● Material provided
───

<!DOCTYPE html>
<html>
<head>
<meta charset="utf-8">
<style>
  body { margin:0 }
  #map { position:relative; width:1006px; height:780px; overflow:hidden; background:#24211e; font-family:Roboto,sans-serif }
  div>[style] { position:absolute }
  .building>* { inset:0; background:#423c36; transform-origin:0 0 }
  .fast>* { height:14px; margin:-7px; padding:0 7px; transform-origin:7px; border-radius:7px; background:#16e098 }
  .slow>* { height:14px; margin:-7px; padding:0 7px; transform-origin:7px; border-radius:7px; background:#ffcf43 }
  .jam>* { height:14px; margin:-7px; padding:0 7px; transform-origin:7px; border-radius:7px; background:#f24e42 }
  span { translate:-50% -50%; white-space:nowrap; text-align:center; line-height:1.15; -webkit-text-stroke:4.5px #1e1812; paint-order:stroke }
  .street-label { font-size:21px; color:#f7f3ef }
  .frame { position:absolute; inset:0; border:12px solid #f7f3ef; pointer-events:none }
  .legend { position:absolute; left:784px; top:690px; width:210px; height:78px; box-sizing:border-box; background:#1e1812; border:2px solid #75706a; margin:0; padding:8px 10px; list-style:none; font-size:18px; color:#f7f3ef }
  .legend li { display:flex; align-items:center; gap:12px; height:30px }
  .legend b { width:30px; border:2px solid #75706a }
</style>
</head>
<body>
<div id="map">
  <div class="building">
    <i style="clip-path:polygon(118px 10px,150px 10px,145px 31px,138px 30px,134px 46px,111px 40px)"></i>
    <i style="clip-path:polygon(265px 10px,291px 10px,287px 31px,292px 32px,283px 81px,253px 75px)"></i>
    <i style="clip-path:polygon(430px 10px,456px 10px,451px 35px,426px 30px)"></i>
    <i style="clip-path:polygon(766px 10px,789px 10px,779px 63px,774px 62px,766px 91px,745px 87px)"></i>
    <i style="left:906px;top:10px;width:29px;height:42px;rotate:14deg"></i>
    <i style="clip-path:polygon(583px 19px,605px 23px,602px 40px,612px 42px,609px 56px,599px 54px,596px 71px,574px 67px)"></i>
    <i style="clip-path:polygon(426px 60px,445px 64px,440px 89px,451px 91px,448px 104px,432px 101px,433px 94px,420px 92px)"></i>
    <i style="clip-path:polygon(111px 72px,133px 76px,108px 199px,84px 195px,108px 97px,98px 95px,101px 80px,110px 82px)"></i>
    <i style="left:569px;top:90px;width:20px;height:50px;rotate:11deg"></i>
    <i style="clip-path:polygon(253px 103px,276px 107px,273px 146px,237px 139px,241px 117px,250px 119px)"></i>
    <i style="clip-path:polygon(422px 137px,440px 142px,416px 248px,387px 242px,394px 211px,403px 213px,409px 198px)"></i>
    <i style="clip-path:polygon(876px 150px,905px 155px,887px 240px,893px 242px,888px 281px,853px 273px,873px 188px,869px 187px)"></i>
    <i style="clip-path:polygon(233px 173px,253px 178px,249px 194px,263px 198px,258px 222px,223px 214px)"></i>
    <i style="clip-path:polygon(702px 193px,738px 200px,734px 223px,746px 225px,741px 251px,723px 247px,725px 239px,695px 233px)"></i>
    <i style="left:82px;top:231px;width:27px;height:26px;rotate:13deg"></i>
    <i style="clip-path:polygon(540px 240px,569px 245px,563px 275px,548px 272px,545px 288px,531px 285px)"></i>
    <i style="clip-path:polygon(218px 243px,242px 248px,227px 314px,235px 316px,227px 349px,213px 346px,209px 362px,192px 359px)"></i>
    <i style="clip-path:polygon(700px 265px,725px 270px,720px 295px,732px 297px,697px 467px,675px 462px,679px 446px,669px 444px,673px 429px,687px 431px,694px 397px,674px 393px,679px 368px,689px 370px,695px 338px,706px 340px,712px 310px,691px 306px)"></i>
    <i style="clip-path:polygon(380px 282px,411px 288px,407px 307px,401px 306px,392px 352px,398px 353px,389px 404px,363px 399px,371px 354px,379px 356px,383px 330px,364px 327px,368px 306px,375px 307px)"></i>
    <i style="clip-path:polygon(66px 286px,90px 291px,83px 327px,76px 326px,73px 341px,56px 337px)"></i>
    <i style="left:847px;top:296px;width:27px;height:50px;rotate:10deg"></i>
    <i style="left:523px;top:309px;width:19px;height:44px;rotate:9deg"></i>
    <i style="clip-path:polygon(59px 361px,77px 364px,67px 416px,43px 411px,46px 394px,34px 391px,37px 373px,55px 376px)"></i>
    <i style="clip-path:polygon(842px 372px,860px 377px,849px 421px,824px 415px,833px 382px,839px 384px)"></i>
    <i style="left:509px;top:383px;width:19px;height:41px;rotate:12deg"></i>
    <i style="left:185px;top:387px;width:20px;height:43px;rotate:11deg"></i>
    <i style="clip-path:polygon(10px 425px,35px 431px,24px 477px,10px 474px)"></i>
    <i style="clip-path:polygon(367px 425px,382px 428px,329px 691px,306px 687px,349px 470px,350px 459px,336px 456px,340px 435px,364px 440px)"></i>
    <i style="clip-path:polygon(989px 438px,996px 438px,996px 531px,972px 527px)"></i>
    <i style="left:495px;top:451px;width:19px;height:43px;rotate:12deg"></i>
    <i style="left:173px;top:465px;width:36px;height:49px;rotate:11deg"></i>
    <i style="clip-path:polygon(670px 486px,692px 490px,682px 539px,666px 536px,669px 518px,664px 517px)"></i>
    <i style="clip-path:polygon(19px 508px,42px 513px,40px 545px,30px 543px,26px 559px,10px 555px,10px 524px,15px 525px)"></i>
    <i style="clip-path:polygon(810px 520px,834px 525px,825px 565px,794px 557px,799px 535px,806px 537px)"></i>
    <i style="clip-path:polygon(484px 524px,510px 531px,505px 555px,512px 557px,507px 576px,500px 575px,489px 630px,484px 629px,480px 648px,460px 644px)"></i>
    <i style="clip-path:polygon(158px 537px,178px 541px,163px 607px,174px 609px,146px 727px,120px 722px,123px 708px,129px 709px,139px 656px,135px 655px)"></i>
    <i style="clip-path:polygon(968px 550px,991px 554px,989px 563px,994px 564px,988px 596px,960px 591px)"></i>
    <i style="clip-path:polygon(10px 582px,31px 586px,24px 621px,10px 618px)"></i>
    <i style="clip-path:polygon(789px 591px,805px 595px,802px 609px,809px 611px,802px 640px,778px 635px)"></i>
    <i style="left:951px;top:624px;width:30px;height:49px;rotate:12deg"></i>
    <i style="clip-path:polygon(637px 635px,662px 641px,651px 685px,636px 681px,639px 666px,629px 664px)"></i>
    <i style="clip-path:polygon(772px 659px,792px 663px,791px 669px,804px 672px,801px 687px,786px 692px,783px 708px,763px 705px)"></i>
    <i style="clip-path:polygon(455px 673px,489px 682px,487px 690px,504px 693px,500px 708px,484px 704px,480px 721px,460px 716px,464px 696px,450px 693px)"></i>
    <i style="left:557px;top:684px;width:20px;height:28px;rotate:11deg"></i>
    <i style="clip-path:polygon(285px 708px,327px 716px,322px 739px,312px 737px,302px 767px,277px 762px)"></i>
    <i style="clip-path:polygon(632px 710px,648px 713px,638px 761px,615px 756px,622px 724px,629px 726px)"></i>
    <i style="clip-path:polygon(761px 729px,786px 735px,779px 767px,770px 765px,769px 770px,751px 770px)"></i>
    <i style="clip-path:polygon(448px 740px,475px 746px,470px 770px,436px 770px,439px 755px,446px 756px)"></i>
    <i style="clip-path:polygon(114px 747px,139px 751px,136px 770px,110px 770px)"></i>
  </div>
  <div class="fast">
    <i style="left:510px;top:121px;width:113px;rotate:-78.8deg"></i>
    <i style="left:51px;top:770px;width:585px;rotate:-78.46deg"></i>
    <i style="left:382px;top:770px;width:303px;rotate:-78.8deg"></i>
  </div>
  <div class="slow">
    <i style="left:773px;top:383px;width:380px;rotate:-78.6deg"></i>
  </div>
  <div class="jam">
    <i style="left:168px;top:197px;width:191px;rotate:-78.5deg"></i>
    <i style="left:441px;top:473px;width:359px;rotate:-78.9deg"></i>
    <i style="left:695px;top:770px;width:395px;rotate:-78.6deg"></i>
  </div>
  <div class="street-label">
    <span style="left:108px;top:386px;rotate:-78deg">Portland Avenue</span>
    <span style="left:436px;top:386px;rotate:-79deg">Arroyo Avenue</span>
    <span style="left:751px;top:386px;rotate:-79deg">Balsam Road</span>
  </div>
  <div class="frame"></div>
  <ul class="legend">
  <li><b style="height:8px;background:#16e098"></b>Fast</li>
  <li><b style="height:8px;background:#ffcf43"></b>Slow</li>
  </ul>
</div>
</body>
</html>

───

Your reply should be only the count of lines in the entries above that contain the word "solid".

3